YOUR ASSIGNMENT — From the first line to the last, set down the material exactly, leaving out its pictures.

SUPPLIED MATERIAL —
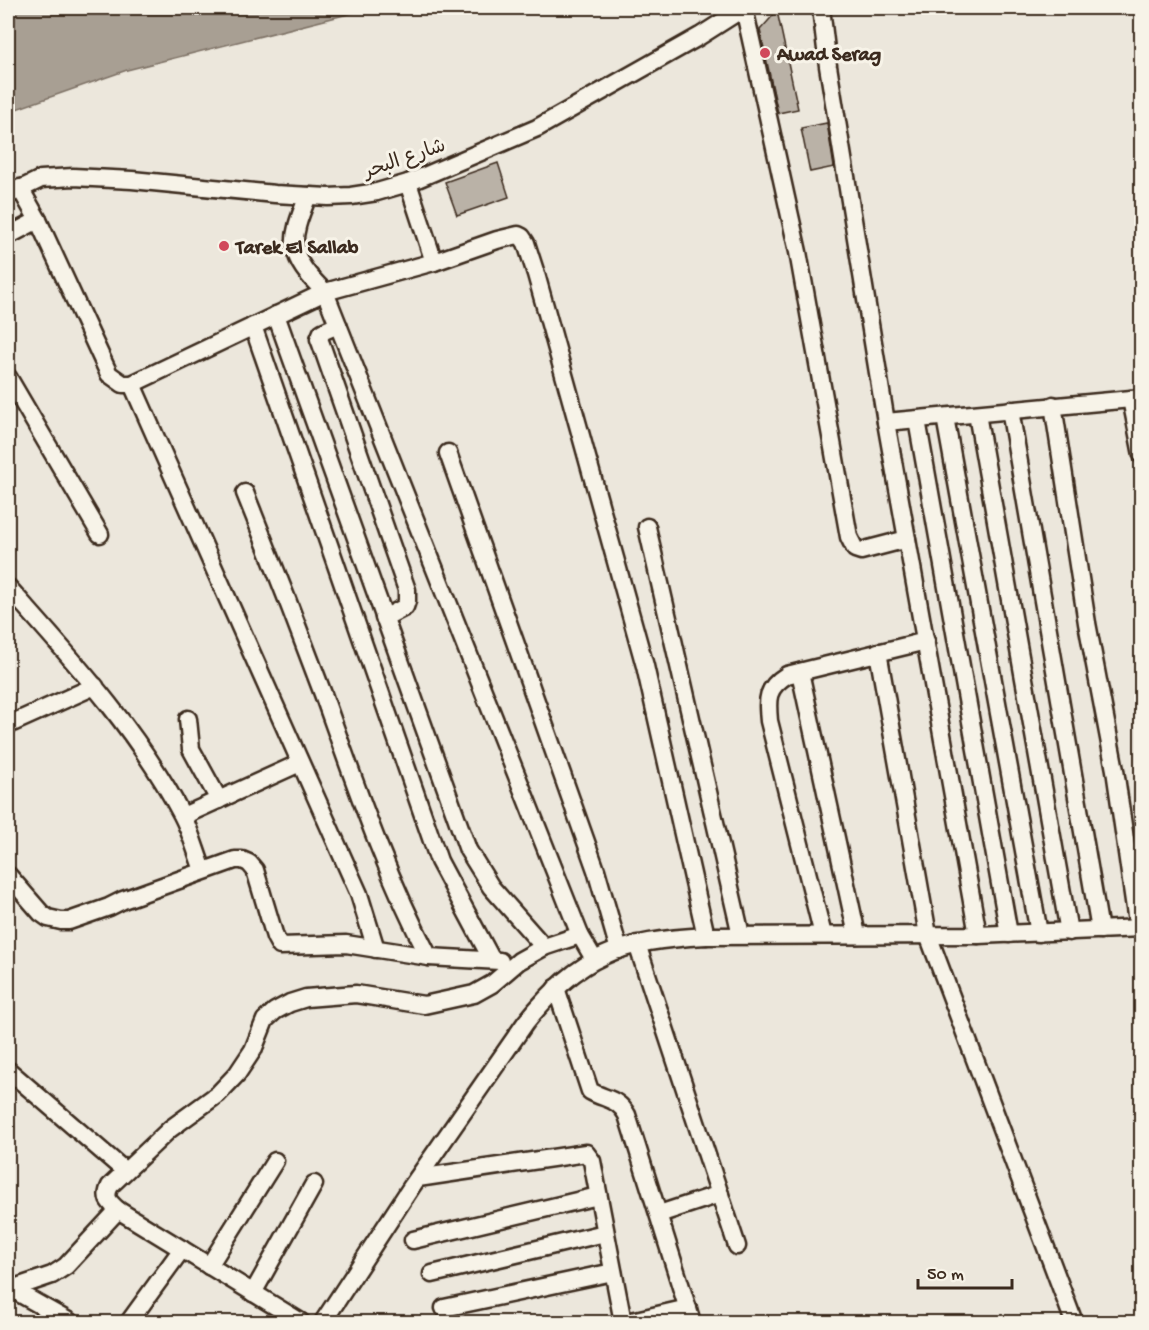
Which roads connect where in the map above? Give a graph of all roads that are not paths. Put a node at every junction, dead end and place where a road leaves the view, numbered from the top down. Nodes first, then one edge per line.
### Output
1 (744, 8) edge
2 (821, 8) edge
3 (408, 183) junction
4 (14, 192) edge
5 (308, 196) junction
6 (38, 220) junction
7 (8, 236) edge
8 (434, 262) junction
9 (325, 292) junction
10 (276, 315) junction
11 (338, 325) junction
12 (254, 326) junction
13 (8, 377) edge
14 (132, 384) junction
15 (1136, 398) edge
16 (1053, 405) junction
17 (1010, 410) junction
18 (977, 414) junction
19 (945, 417) junction
20 (917, 420) junction
21 (886, 422) junction
22 (448, 453) dead end
23 (1142, 454) edge
24 (245, 493) dead end
25 (647, 527) dead end
26 (100, 534) dead end
27 (907, 540) junction
28 (8, 587) edge
29 (384, 618) junction
30 (926, 641) junction
31 (878, 652) junction
32 (800, 672) junction
33 (95, 686) junction
34 (188, 719) dead end
35 (8, 724) edge
36 (300, 763) junction
37 (219, 800) junction
38 (183, 816) junction
39 (203, 870) junction
40 (8, 875) edge
41 (1140, 929) edge
42 (1100, 930) junction
43 (1069, 932) junction
44 (1039, 933) junction
45 (1009, 934) junction
46 (580, 935) junction
47 (741, 935) junction
48 (823, 935) junction
49 (858, 935) junction
50 (928, 935) junction
51 (978, 935) junction
52 (706, 936) junction
53 (637, 944) junction
54 (544, 947) junction
55 (376, 949) junction
56 (619, 950) junction
57 (429, 957) junction
58 (594, 959) junction
59 (492, 960) junction
60 (519, 961) junction
61 (556, 988) junction
62 (8, 1070) edge
63 (275, 1161) dead end
64 (125, 1171) junction
65 (418, 1178) junction
66 (315, 1184) dead end
67 (720, 1194) junction
68 (598, 1196) junction
69 (118, 1210) junction
70 (658, 1214) junction
71 (605, 1233) junction
72 (413, 1240) dead end
73 (737, 1246) dead end
74 (182, 1249) junction
75 (209, 1266) junction
76 (613, 1272) junction
77 (432, 1274) dead end
78 (9, 1289) edge
79 (253, 1293) junction
80 (444, 1308) dead end
81 (690, 1315) edge
82 (70, 1323) edge
83 (129, 1323) edge
84 (301, 1323) edge
85 (323, 1323) edge
86 (625, 1323) edge
87 (1074, 1323) edge

1 - 3 street, شارع البحر
1 - 27 street
2 - 21 street
3 - 5 street, شارع البحر
3 - 8 street
4 - 5 street, شارع البحر
4 - 6 street
5 - 9 street
6 - 7 street
6 - 14 street
8 - 9 street
8 - 52 street
9 - 10 street
9 - 11 street
10 - 12 street
10 - 29 street
11 - 29 street
11 - 46 street
12 - 14 street
12 - 59 street
13 - 26 street
14 - 36 street
15 - 16 street
15 - 23 street
16 - 17 street
16 - 41 street
17 - 18 street
17 - 42 street
18 - 19 street
18 - 43 street
19 - 20 street
19 - 44 street
20 - 21 street
20 - 45 street
21 - 27 street
22 - 56 street
24 - 57 street
25 - 47 street
27 - 30 street
28 - 33 street
29 - 54 street
30 - 31 street
30 - 51 street
31 - 32 street
31 - 50 street
32 - 48 street
32 - 49 street
33 - 35 street
33 - 38 street
34 - 37 street
36 - 37 street
36 - 55 street
37 - 38 street
38 - 39 street
39 - 40 street
39 - 55 street
41 - 42 street
42 - 43 street
43 - 44 street
44 - 45 street
45 - 51 street
46 - 54 street
46 - 58 street
47 - 48 street
47 - 52 street
48 - 49 street
49 - 50 street
50 - 51 street
50 - 87 street
52 - 53 street
53 - 56 street
53 - 67 street
54 - 60 street
55 - 57 street
56 - 58 street
57 - 59 street
58 - 61 street
59 - 60 street
60 - 64 street
61 - 65 street
61 - 70 street
62 - 64 street
63 - 75 street
64 - 69 street
65 - 68 street
65 - 85 street
66 - 79 street
67 - 70 street
67 - 73 street
68 - 71 street
68 - 72 street
69 - 74 street
69 - 78 street
70 - 81 street
71 - 76 street
71 - 77 street
74 - 75 street
74 - 83 street
75 - 79 street
76 - 80 street
76 - 86 street
78 - 82 street
79 - 84 street
81 - 86 street

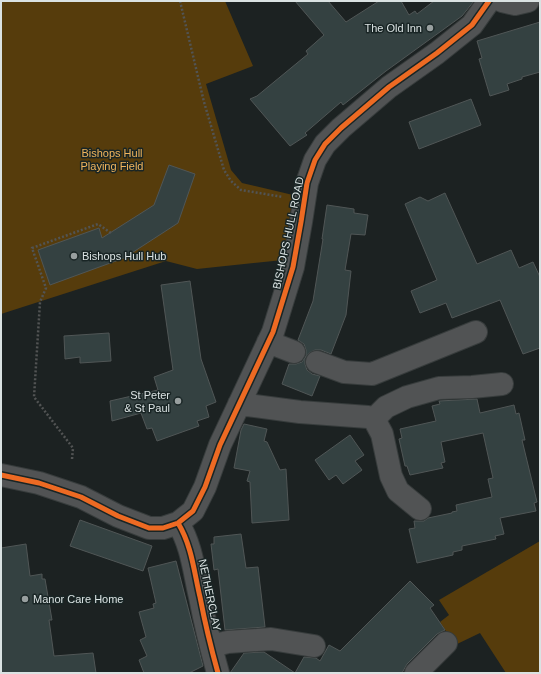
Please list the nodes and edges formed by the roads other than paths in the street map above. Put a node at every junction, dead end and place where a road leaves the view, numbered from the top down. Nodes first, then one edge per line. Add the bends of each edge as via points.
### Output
1 (489, 1) edge
2 (502, 1) edge
3 (528, 1) edge
4 (476, 332) dead end
5 (268, 342) junction
6 (294, 352) dead end
7 (317, 362) dead end
8 (502, 384) dead end
9 (239, 404) junction
10 (374, 419) junction
11 (1, 475) edge
12 (420, 509) dead end
13 (178, 523) junction
14 (446, 643) dead end
15 (211, 646) junction
16 (314, 646) dead end
17 (218, 673) edge
18 (416, 673) edge

1 - 5 street, BISHOPS HULL ROAD via 472,24 389,87 326,144 307,183 293,267
2 - 3 street via 515,4
4 - 7 street via 372,374 344,372
5 - 6 street
5 - 9 street, BISHOPS HULL ROAD
8 - 10 street via 439,388 413,395 386,407
9 - 10 street
9 - 13 street, BISHOPS HULL ROAD via 193,511
10 - 12 street via 382,434 391,476 398,491
11 - 13 street via 39,483 81,497 149,528 163,528
13 - 15 street, NETHERCLAY via 190,549
14 - 18 street
15 - 16 street via 228,642 271,639
15 - 17 street, NETHERCLAY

FINISHED EXERCISE —
Which roads connect where in the map above? Give a graph of all roads that are not paths. Put a node at every junction, dead end and place where a road leaves the view, numbered from the top down. Nodes first, then one edge per line.
### Output
1 (744, 8) edge
2 (821, 8) edge
3 (408, 183) junction
4 (14, 192) edge
5 (308, 196) junction
6 (38, 220) junction
7 (8, 236) edge
8 (434, 262) junction
9 (325, 292) junction
10 (276, 315) junction
11 (338, 325) junction
12 (254, 326) junction
13 (8, 377) edge
14 (132, 384) junction
15 (1136, 398) edge
16 (1053, 405) junction
17 (1010, 410) junction
18 (977, 414) junction
19 (945, 417) junction
20 (917, 420) junction
21 (886, 422) junction
22 (448, 453) dead end
23 (1142, 454) edge
24 (245, 493) dead end
25 (647, 527) dead end
26 (100, 534) dead end
27 (907, 540) junction
28 (8, 587) edge
29 (384, 618) junction
30 (926, 641) junction
31 (878, 652) junction
32 (800, 672) junction
33 (95, 686) junction
34 (188, 719) dead end
35 (8, 724) edge
36 (300, 763) junction
37 (219, 800) junction
38 (183, 816) junction
39 (203, 870) junction
40 (8, 875) edge
41 (1140, 929) edge
42 (1100, 930) junction
43 (1069, 932) junction
44 (1039, 933) junction
45 (1009, 934) junction
46 (580, 935) junction
47 (741, 935) junction
48 (823, 935) junction
49 (858, 935) junction
50 (928, 935) junction
51 (978, 935) junction
52 (706, 936) junction
53 (637, 944) junction
54 (544, 947) junction
55 (376, 949) junction
56 (619, 950) junction
57 (429, 957) junction
58 (594, 959) junction
59 (492, 960) junction
60 (519, 961) junction
61 (556, 988) junction
62 (8, 1070) edge
63 (275, 1161) dead end
64 (125, 1171) junction
65 (418, 1178) junction
66 (315, 1184) dead end
67 (720, 1194) junction
68 (598, 1196) junction
69 (118, 1210) junction
70 (658, 1214) junction
71 (605, 1233) junction
72 (413, 1240) dead end
73 (737, 1246) dead end
74 (182, 1249) junction
75 (209, 1266) junction
76 (613, 1272) junction
77 (432, 1274) dead end
78 (9, 1289) edge
79 (253, 1293) junction
80 (444, 1308) dead end
81 (690, 1315) edge
82 (70, 1323) edge
83 (129, 1323) edge
84 (301, 1323) edge
85 (323, 1323) edge
86 (625, 1323) edge
87 (1074, 1323) edge

1 - 3 street, شارع البحر
1 - 27 street
2 - 21 street
3 - 5 street, شارع البحر
3 - 8 street
4 - 5 street, شارع البحر
4 - 6 street
5 - 9 street
6 - 7 street
6 - 14 street
8 - 9 street
8 - 52 street
9 - 10 street
9 - 11 street
10 - 12 street
10 - 29 street
11 - 29 street
11 - 46 street
12 - 14 street
12 - 59 street
13 - 26 street
14 - 36 street
15 - 16 street
15 - 23 street
16 - 17 street
16 - 41 street
17 - 18 street
17 - 42 street
18 - 19 street
18 - 43 street
19 - 20 street
19 - 44 street
20 - 21 street
20 - 45 street
21 - 27 street
22 - 56 street
24 - 57 street
25 - 47 street
27 - 30 street
28 - 33 street
29 - 54 street
30 - 31 street
30 - 51 street
31 - 32 street
31 - 50 street
32 - 48 street
32 - 49 street
33 - 35 street
33 - 38 street
34 - 37 street
36 - 37 street
36 - 55 street
37 - 38 street
38 - 39 street
39 - 40 street
39 - 55 street
41 - 42 street
42 - 43 street
43 - 44 street
44 - 45 street
45 - 51 street
46 - 54 street
46 - 58 street
47 - 48 street
47 - 52 street
48 - 49 street
49 - 50 street
50 - 51 street
50 - 87 street
52 - 53 street
53 - 56 street
53 - 67 street
54 - 60 street
55 - 57 street
56 - 58 street
57 - 59 street
58 - 61 street
59 - 60 street
60 - 64 street
61 - 65 street
61 - 70 street
62 - 64 street
63 - 75 street
64 - 69 street
65 - 68 street
65 - 85 street
66 - 79 street
67 - 70 street
67 - 73 street
68 - 71 street
68 - 72 street
69 - 74 street
69 - 78 street
70 - 81 street
71 - 76 street
71 - 77 street
74 - 75 street
74 - 83 street
75 - 79 street
76 - 80 street
76 - 86 street
78 - 82 street
79 - 84 street
81 - 86 street

Please list the nodes and edges formed by the roads other than paths in the street map above. Put a node at every junction, dead end and place where a road leaves the view, numbered from the top down. Nodes first, then one edge per line. Add the bends of each edge as via points.
### Output
1 (489, 1) edge
2 (502, 1) edge
3 (528, 1) edge
4 (476, 332) dead end
5 (268, 342) junction
6 (294, 352) dead end
7 (317, 362) dead end
8 (502, 384) dead end
9 (239, 404) junction
10 (374, 419) junction
11 (1, 475) edge
12 (420, 509) dead end
13 (178, 523) junction
14 (446, 643) dead end
15 (211, 646) junction
16 (314, 646) dead end
17 (218, 673) edge
18 (416, 673) edge

1 - 5 street, BISHOPS HULL ROAD via 472,24 389,87 326,144 307,183 293,267
2 - 3 street via 515,4
4 - 7 street via 372,374 344,372
5 - 6 street
5 - 9 street, BISHOPS HULL ROAD
8 - 10 street via 439,388 413,395 386,407
9 - 10 street
9 - 13 street, BISHOPS HULL ROAD via 193,511
10 - 12 street via 382,434 391,476 398,491
11 - 13 street via 39,483 81,497 149,528 163,528
13 - 15 street, NETHERCLAY via 190,549
14 - 18 street
15 - 16 street via 228,642 271,639
15 - 17 street, NETHERCLAY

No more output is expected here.